> [TASK ITEM]: Every record below should be printed again exactly, with its pictures removed.

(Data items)
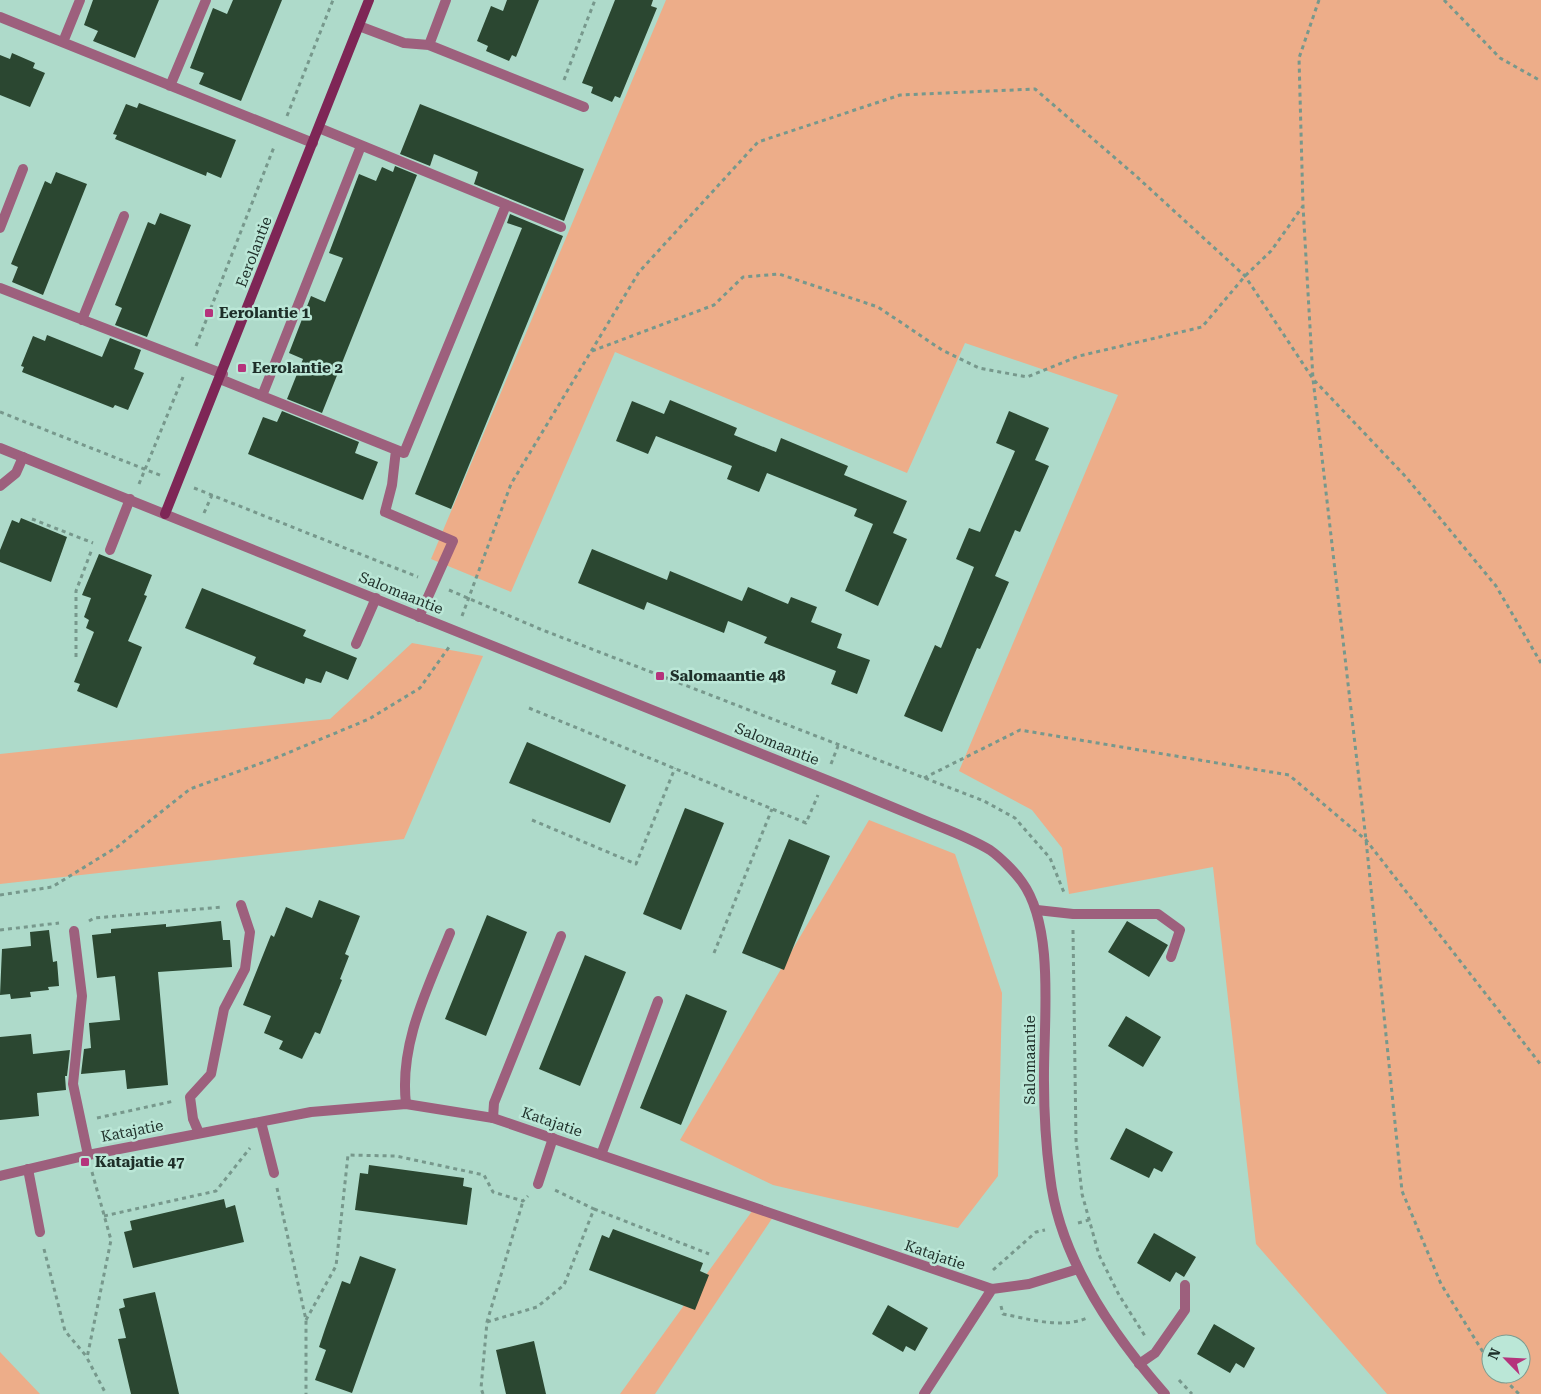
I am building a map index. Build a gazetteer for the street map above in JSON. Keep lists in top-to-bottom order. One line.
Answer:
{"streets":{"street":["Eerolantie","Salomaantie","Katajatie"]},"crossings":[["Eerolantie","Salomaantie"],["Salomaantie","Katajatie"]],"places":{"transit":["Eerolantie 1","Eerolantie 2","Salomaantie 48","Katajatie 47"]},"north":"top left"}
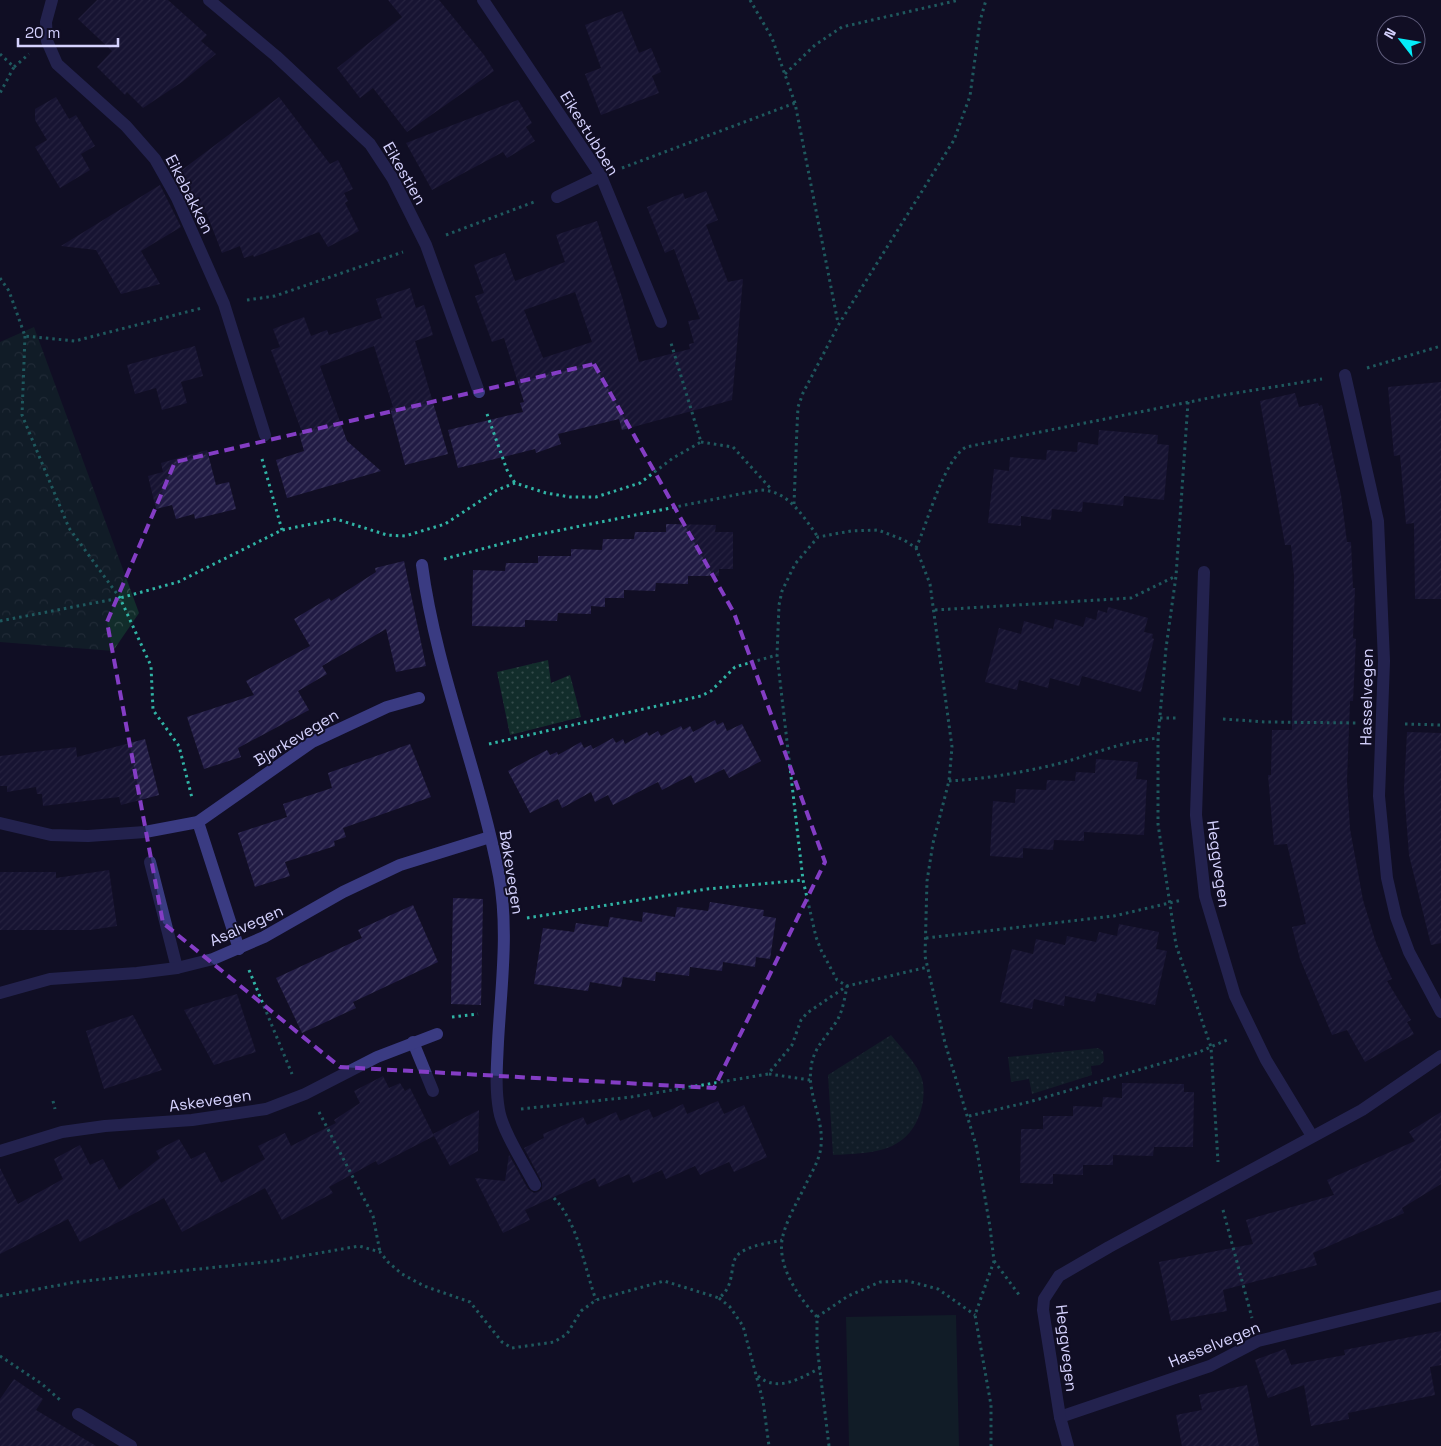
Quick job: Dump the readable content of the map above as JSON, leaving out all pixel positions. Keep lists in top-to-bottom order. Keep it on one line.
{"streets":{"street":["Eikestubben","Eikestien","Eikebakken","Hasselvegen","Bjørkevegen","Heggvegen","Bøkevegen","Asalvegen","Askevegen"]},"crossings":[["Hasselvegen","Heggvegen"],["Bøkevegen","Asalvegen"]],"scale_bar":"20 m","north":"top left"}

> [ANSWER TO THIS EXERCISE]:
I am building a map index. Build a gazetteer for the street map above in JSON. Keep lists in top-to-bottom order. One line.
Answer:
{"streets":{"street":["Eerolantie","Salomaantie","Katajatie"]},"crossings":[["Eerolantie","Salomaantie"],["Salomaantie","Katajatie"]],"places":{"transit":["Eerolantie 1","Eerolantie 2","Salomaantie 48","Katajatie 47"]},"north":"top left"}
Quick job: Dump the readable content of the map above as JSON, leaving out all pixel positions. Keep lists in top-to-bottom order. Keep it on one line.
{"streets":{"street":["Eikestubben","Eikestien","Eikebakken","Hasselvegen","Bjørkevegen","Heggvegen","Bøkevegen","Asalvegen","Askevegen"]},"crossings":[["Hasselvegen","Heggvegen"],["Bøkevegen","Asalvegen"]],"scale_bar":"20 m","north":"top left"}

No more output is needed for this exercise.